The nine competitors at the Wyoming Antelope Club, in Clearwater, fired a total of 270 shots from distances of 25 and 50 yards.  Shots are fired in time frames ranging from 10 seconds to 10 minutes.  One final thing, all shooters are required to stand and are not permitted to lean or touch anything while firing with one hand only.

It’s an effort in precision, concentration and focus.

For the last two years, Tim Goszka, has mastered those characteristics and has recorded the overall high score in the event.
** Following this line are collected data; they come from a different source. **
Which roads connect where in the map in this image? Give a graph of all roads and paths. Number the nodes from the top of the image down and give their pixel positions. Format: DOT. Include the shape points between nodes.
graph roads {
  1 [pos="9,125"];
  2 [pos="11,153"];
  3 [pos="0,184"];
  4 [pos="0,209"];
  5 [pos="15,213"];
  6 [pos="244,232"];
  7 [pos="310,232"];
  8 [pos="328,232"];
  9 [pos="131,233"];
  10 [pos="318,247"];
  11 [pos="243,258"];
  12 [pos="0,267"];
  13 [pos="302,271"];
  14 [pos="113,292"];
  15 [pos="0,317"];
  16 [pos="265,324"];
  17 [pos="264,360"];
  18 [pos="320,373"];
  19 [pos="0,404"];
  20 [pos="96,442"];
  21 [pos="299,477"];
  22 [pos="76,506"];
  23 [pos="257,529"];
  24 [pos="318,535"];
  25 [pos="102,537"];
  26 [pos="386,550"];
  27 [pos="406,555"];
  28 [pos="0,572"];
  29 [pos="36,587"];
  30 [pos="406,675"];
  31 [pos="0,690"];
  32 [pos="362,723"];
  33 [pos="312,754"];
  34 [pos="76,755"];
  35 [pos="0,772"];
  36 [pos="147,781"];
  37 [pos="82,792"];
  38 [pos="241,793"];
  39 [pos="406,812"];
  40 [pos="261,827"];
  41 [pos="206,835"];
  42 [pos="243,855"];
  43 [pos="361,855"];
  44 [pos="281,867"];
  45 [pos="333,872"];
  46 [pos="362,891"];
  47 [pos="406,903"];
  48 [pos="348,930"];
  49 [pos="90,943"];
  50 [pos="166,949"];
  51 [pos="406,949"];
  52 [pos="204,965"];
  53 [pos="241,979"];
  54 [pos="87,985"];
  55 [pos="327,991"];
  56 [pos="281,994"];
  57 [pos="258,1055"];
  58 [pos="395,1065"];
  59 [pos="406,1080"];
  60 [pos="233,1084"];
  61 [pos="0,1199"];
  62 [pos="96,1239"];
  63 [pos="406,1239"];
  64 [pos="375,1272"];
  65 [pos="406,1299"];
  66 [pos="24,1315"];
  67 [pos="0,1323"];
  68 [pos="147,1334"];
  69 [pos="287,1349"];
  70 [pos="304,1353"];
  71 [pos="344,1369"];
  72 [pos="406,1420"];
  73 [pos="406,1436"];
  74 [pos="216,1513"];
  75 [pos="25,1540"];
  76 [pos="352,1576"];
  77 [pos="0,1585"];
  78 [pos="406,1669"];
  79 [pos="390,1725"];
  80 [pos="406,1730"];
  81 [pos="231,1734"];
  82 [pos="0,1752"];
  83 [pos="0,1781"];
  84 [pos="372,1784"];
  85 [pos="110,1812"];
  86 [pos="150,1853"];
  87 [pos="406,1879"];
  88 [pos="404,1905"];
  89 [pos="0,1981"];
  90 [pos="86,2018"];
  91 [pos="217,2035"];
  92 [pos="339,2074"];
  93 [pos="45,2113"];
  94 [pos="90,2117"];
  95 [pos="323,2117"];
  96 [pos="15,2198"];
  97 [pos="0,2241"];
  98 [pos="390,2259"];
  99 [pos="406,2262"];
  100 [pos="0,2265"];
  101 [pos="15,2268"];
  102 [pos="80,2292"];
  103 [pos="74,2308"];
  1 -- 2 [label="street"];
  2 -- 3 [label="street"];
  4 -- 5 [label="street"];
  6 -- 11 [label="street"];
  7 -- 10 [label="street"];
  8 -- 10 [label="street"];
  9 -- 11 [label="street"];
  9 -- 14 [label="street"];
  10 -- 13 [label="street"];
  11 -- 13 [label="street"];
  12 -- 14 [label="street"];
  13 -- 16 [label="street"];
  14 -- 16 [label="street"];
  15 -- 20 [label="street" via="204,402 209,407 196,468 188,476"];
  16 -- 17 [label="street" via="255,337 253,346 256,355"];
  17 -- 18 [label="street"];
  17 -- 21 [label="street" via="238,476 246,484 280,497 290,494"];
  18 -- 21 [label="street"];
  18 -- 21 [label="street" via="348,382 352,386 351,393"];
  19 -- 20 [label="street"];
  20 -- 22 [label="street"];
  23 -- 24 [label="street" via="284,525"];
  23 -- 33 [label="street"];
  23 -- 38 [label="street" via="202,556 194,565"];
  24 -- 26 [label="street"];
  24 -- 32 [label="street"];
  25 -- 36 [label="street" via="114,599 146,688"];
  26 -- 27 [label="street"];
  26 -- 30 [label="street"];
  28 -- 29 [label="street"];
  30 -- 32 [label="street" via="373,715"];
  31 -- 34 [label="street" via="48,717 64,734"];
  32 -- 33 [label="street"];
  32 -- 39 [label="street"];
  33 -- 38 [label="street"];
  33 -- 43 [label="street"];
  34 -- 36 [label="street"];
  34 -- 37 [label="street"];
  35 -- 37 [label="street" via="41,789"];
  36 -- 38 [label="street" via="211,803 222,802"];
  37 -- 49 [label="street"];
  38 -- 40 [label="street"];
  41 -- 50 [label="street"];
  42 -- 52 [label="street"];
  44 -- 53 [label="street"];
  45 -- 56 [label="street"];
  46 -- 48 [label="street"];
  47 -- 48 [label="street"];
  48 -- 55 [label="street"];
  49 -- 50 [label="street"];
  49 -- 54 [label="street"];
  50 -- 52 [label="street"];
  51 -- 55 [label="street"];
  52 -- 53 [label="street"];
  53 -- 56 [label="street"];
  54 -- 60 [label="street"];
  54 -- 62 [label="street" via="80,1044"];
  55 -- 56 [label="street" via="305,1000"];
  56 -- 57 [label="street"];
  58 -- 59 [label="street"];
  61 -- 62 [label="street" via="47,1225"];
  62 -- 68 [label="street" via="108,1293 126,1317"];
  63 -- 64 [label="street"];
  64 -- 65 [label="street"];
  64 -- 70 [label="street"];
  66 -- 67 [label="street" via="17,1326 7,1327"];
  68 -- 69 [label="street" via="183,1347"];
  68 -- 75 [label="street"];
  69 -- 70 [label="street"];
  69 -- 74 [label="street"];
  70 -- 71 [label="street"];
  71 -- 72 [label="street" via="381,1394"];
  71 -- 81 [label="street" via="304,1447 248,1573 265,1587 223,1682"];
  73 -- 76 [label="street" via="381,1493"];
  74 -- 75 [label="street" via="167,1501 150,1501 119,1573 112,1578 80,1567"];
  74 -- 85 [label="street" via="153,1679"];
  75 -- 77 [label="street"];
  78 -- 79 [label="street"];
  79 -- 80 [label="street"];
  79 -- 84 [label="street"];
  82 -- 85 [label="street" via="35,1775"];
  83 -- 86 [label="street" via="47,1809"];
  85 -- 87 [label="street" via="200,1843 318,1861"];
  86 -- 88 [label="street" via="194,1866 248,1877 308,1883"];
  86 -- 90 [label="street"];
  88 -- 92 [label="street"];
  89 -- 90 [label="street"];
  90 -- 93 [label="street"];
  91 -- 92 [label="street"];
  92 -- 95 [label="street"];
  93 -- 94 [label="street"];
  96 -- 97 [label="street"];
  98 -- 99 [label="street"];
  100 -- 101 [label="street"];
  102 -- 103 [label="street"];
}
Goszka tallied a score of 2528, shooting with three different pistols, a .22 caliber, center fire and a .45 caliber pistol.  His best round came in the .22 caliber, with a first-round score of 856.  He scored an 840 in center fire pistol second round and an 832 in the final .45 caliber round. His score was 35 points ahead of the next best shooter, James Hensler, and he hit the 1 ½ inch center X-ring of the target 70 times.

In 2019, he posted a top overall score of 2544 with 81 X-ring shots.

“I lucked out again,” Goszka said following his performance. “I’m just a regular guy who has practiced and studied the sport.  About 20 years ago, I had a pistol coach and learned good habits. If you’re going to do anything well, you have to do things correctly.”

Precision pistol shooting is an effort where the shooters have to concentrate for many hours as well has possess a degree of physical stamina.  Goszka noted that the event held on Saturday, November 1, began at 9:00 a.m. and lasted until about 2:00 p.m.

Besides his physical preparation for competition that includes yoga and weight training, he is mentally prepared as well.  He finds sport shooting competitions, “very meditative.”

“You can’t be thinking, ‘Did I file my income taxes properly,’ while you’re out there shooting,” Goszka said. “I find it very enjoyable and relaxing.”

When not honing his skills at a range in Ruskin, near his Sun City Center home, Goszka practices, “dry firing,” that involves aiming the gun at a target with no ammunition and squeezing the trigger.

“It really helps with concentration and trigger control,” he said.

While Goszka’s successes with a pistol in the Sunshine State Games are well documented, he won’t be shooting in any other of the disciplines offered in the annual Olympic-style Sports Festival.

“I’m a one-trick pony,” he said with a laugh. “It would be ugly if I was out there with a rifle or shotgun.”

Tim Goszka is quite precise in his one trick and he’s got the gold medals to back it up.